Post by Hermit » Thu Nov 05, 2015 3:09 pm

laklak wrote:The problem wage earners have as opposed to business owners is they're not allowed to deduct expenses from income in most situations. However, our IRS is working diligently to change that by making it impossible for small business owners to deduct many normal operating expenses. This is presented as an attempt to "close loopholes" and make the system "more fair:. What it does, of course, is force many small business owners to close shop. Why should that landlord get to deduct the cost of a new air conditioning unit from his rental income but you, Mr. Average Homeowner, can't deduct the cost of yours? It's not FAIR, I tell you! Specious nonsense, but it plays well to the pig ignorant voters. What Mr. Pig Ignorant Voter does not understand is the concept of "risk".
Hopefully, that attempt by the IRS will fail. Can you point to any IRS documentation to the effect that this is their intention?

In Australia the test for tax deductibility is that an expense is incurred in order to gain or increase revenue, but the scope for doing that is massively larger for someone running a business than a wage earner. If I was employed as a process worker at ABC Plastics Extrusions Pty. Ltd, for example, the fuel and other transport costs involved in getting to and from the factory would not be tax deductible at all. If I was acontractor to ABC Plastics Extrusions Pty.
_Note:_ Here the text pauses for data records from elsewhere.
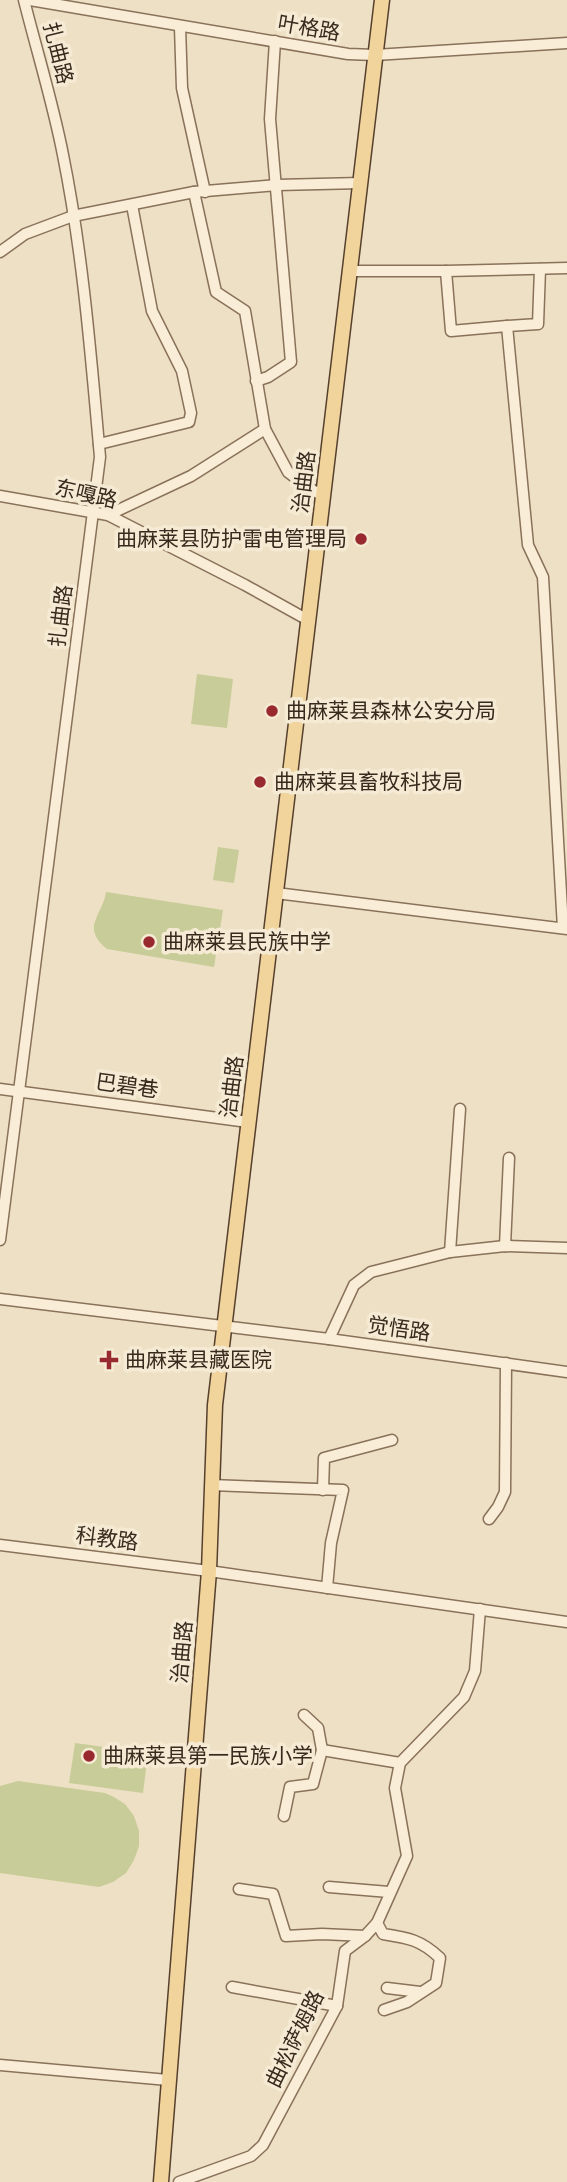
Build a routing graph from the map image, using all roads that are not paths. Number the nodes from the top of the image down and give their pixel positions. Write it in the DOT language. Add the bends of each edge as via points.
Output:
graph roads {
  1 [pos="24,0"];
  2 [pos="30,0"];
  3 [pos="382,0"];
  4 [pos="180,27"];
  5 [pos="275,41"];
  6 [pos="567,43"];
  7 [pos="375,55"];
  8 [pos="361,183"];
  9 [pos="277,185"];
  10 [pos="199,192"];
  11 [pos="132,205"];
  12 [pos="73,216"];
  13 [pos="0,252"];
  14 [pos="567,268"];
  15 [pos="540,269"];
  16 [pos="351,271"];
  17 [pos="446,271"];
  18 [pos="507,326"];
  19 [pos="256,381"];
  20 [pos="265,429"];
  21 [pos="99,444"];
  22 [pos="0,496"];
  23 [pos="323,496"];
  24 [pos="94,511"];
  25 [pos="108,515"];
  26 [pos="308,620"];
  27 [pos="562,842"];
  28 [pos="276,893"];
  29 [pos="565,929"];
  30 [pos="0,1089"];
  31 [pos="19,1091"];
  32 [pos="460,1108"];
  33 [pos="248,1122"];
  34 [pos="509,1158"];
  35 [pos="0,1240"];
  36 [pos="505,1246"];
  37 [pos="567,1248"];
  38 [pos="450,1252"];
  39 [pos="0,1299"];
  40 [pos="225,1326"];
  41 [pos="329,1339"];
  42 [pos="506,1363"];
  43 [pos="567,1372"];
  44 [pos="392,1440"];
  45 [pos="211,1485"];
  46 [pos="323,1490"];
  47 [pos="489,1518"];
  48 [pos="0,1545"];
  49 [pos="209,1571"];
  50 [pos="327,1588"];
  51 [pos="480,1609"];
  52 [pos="567,1622"];
  53 [pos="304,1715"];
  54 [pos="321,1750"];
  55 [pos="400,1763"];
  56 [pos="284,1816"];
  57 [pos="329,1887"];
  58 [pos="239,1889"];
  59 [pos="389,1892"];
  60 [pos="377,1923"];
  61 [pos="365,1936"];
  62 [pos="232,1987"];
  63 [pos="387,1988"];
  64 [pos="419,1992"];
  65 [pos="337,2006"];
  66 [pos="384,2010"];
  67 [pos="0,2065"];
  68 [pos="167,2080"];
  69 [pos="161,2182"];
  70 [pos="179,2182"];
  1 -- 12 [label="street, 扎曲路" via="63,154"];
  2 -- 4 [label="street, 叶格路"];
  3 -- 7 [label="main road, 治曲路"];
  4 -- 5 [label="street, 叶格路"];
  4 -- 10 [label="street" via="182,88"];
  5 -- 7 [label="street, 叶格路"];
  5 -- 9 [label="street" via="270,119"];
  6 -- 7 [label="street, 叶格路"];
  7 -- 8 [label="main road, 治曲路"];
  8 -- 9 [label="street"];
  8 -- 16 [label="main road, 治曲路"];
  9 -- 10 [label="street"];
  9 -- 19 [label="street" via="291,362"];
  10 -- 11 [label="street"];
  10 -- 19 [label="street" via="216,292 244,311"];
  11 -- 12 [label="street"];
  11 -- 21 [label="street" via="152,311 182,371 191,413 189,422"];
  12 -- 13 [label="street" via="25,234"];
  12 -- 21 [label="street, 扎曲路"];
  14 -- 15 [label="street"];
  15 -- 17 [label="street"];
  15 -- 18 [label="street" via="538,324"];
  16 -- 17 [label="street"];
  16 -- 23 [label="main road, 治曲路"];
  17 -- 18 [label="street" via="451,331"];
  18 -- 27 [label="street" via="528,545 543,577"];
  19 -- 20 [label="street"];
  20 -- 23 [label="street" via="288,472"];
  20 -- 25 [label="street" via="191,476"];
  21 -- 24 [label="street, 扎曲路"];
  22 -- 24 [label="street, 东嘎路"];
  23 -- 26 [label="main road, 治曲路"];
  24 -- 25 [label="street, 东嘎路"];
  24 -- 31 [label="street, 扎曲路"];
  25 -- 26 [label="street, 东嘎路"];
  26 -- 28 [label="main road, 治曲路"];
  27 -- 29 [label="street"];
  28 -- 29 [label="street"];
  28 -- 33 [label="main road, 治曲路"];
  30 -- 31 [label="street, 巴碧巷"];
  31 -- 33 [label="street, 巴碧巷"];
  31 -- 35 [label="street, 扎曲路"];
  32 -- 38 [label="street"];
  33 -- 40 [label="main road, 治曲路"];
  34 -- 36 [label="street"];
  36 -- 37 [label="street"];
  36 -- 38 [label="street"];
  38 -- 41 [label="street" via="371,1272 354,1285"];
  39 -- 40 [label="street, 觉悟路"];
  40 -- 41 [label="street, 觉悟路"];
  40 -- 45 [label="main road, 治曲路"];
  41 -- 42 [label="street, 觉悟路"];
  42 -- 43 [label="street, 觉悟路"];
  42 -- 47 [label="street" via="505,1492"];
  44 -- 46 [label="street" via="324,1458"];
  45 -- 46 [label="street"];
  45 -- 49 [label="main road, 治曲路"];
  46 -- 50 [label="street" via="343,1490"];
  48 -- 49 [label="street, 科教路"];
  49 -- 50 [label="street, 科教路"];
  49 -- 68 [label="main road, 治曲路"];
  50 -- 51 [label="street, 科教路"];
  51 -- 52 [label="street, 科教路"];
  51 -- 55 [label="street" via="475,1671 464,1697"];
  53 -- 54 [label="street" via="318,1728"];
  54 -- 55 [label="street"];
  54 -- 56 [label="street" via="313,1784 290,1787"];
  55 -- 60 [label="street, 曲松萨姆路" via="395,1788 407,1856"];
  57 -- 59 [label="street"];
  58 -- 61 [label="street" via="273,1894 286,1936"];
  60 -- 61 [label="street, 曲松萨姆路"];
  60 -- 66 [label="street" via="383,1934 413,1938 440,1958 436,1983"];
  61 -- 65 [label="street, 曲松萨姆路" via="345,1951"];
  62 -- 65 [label="street"];
  63 -- 64 [label="street"];
  65 -- 70 [label="street, 曲松萨姆路" via="263,2145 251,2156"];
  67 -- 68 [label="street"];
  68 -- 69 [label="main road, 治曲路"];
}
Ltd. I could automatically use up to 20% of my total fuel, depreciation, maintenance, insurance finance, insurance, registration etc costs as tax deductions without even providing a single invoice or any other documentation. The Australian Tax Office accepts your word, no questions asked. All legal - and unfair. Because that loophole is legal I of course took advantage of it along with many others.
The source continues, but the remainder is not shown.